Richland is a town in Rusk County, Wisconsin, United States. The population was 197 at the 2020 census. The village of Ingram is located in the town.

==Geography==
According to the United States Census Bureau, the town has a total area of 23.2 square miles (60.0 km^{2}), of which 23.0 square miles (59.6 km^{2}) is land and 0.2 square mile (0.4 km^{2}) (0.65%) is water.

==Demographics==
As of the census of 2000, there were 206 people, 71 households, and 58 families residing in the town. The population density was 9.0 people per square mile (3.5/km^{2}). There were 111 housing units at an average density of 4.8 per square mile (1.9/km^{2}). The racial makeup of the town was 96.60% White, 0.49% African American, 0.97% Native American, 0.97% Asian, and 0.97% from two or more races.

There were 71 households, out of which 36.6% had children under the age of 18 living with them, 63.4% were married couples living together, 7.0% had a female householder with no husband present, and 18.3% were non-families. 16.9% of all households were made up of individuals, and 7.0% had someone living alone who was 65 years of age or older. The average household size was 2.90 and the average family size was 3.14.

In the town, the population was spread out, with 28.6% under the age of 18, 7.8% from 18 to 24, 24.3% from 25 to 44, 25.7% from 45 to 64, and 13.6% who were 65 years of age or older. The median age was 39 years. For every 100 females, there were 102.0 males. For every 100 females age 18 and over, there were 113.0 males.

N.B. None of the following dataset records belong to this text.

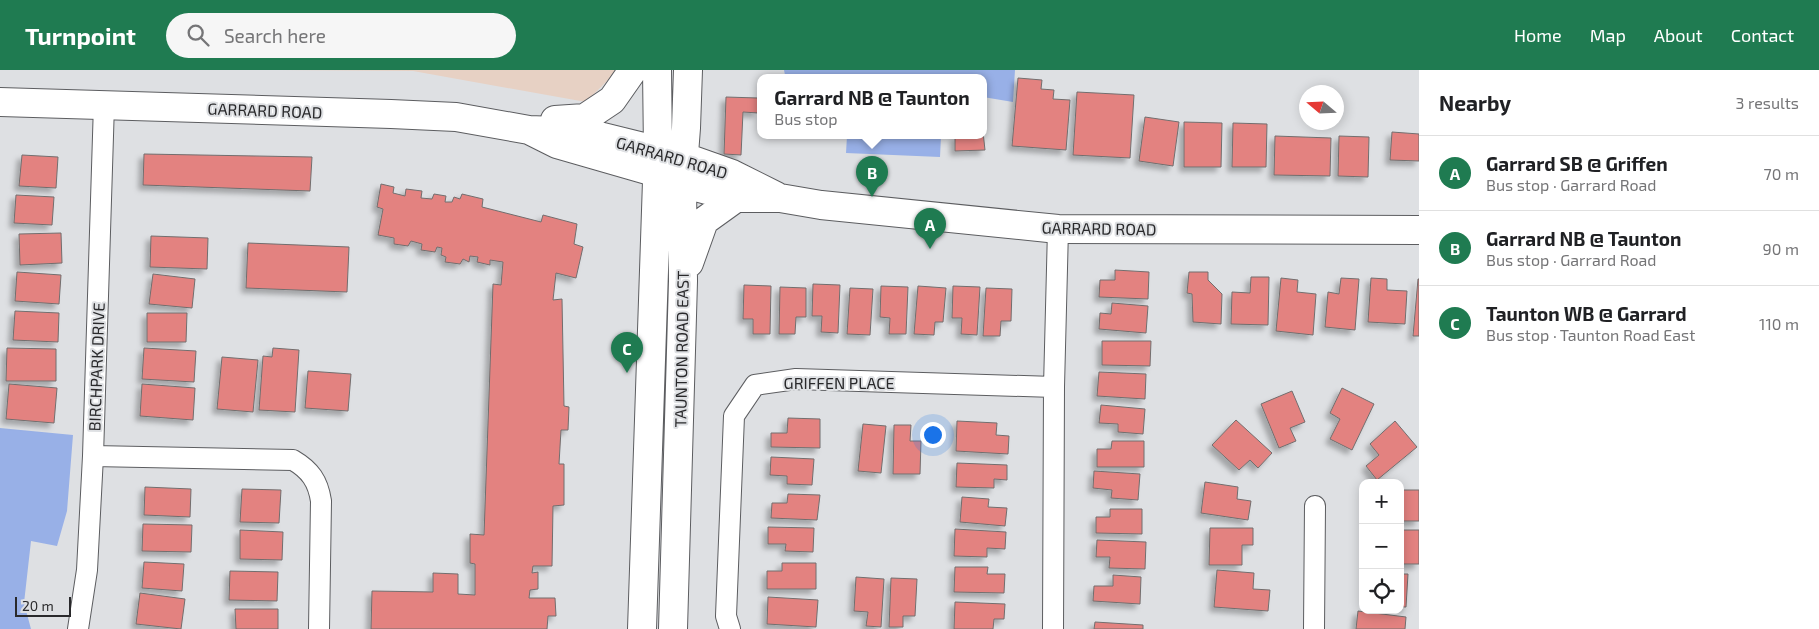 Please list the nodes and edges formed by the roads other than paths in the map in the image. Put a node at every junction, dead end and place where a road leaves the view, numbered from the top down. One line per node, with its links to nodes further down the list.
1 (633, 70): 6 (street)
2 (657, 70): 7 (street, TAUNTON ROAD EAST)
3 (688, 70): 8 (street, TAUNTON ROAD EAST)
4 (0, 102): 5 (street, GARRARD ROAD)
5 (104, 104): 6 (street, GARRARD ROAD); 15 (street, BIRCHPARK DRIVE)
6 (496, 123): 7 (street, GARRARD ROAD)
7 (657, 162): 8 (street, GARRARD ROAD); 19 (street, TAUNTON ROAD EAST)
8 (683, 169): 9 (street, GARRARD ROAD); 10 (street, GARRARD ROAD); 13 (street, TAUNTON ROAD EAST)
9 (736, 198): 10 (street, GARRARD ROAD); 13 (street)
10 (780, 198): 11 (street, GARRARD ROAD)
11 (1058, 229): 12 (street, GARRARD ROAD); 14 (street)
12 (1419, 230)
13 (683, 281): 20 (street, TAUNTON ROAD EAST)
14 (1054, 387): 21 (street, GRIFFEN PLACE); 22 (street)
15 (94, 456): 17 (street, BIRCHPARK DRIVE); 18 (street)
16 (1315, 506): 23 (street)
17 (78, 629)
18 (319, 629)
19 (642, 629)
20 (673, 629)
21 (730, 629)
22 (1053, 629)
23 (1314, 629)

The median income for a household in the town was $34,844, and the median income for a family was $37,500. Males had a median income of $26,250 versus $20,000 for females. The per capita income for the town was $15,256. About 5.6% of families and 4.8% of the population were below the poverty line, including 11.7% of those under the age of eighteen and none of those 65 or over.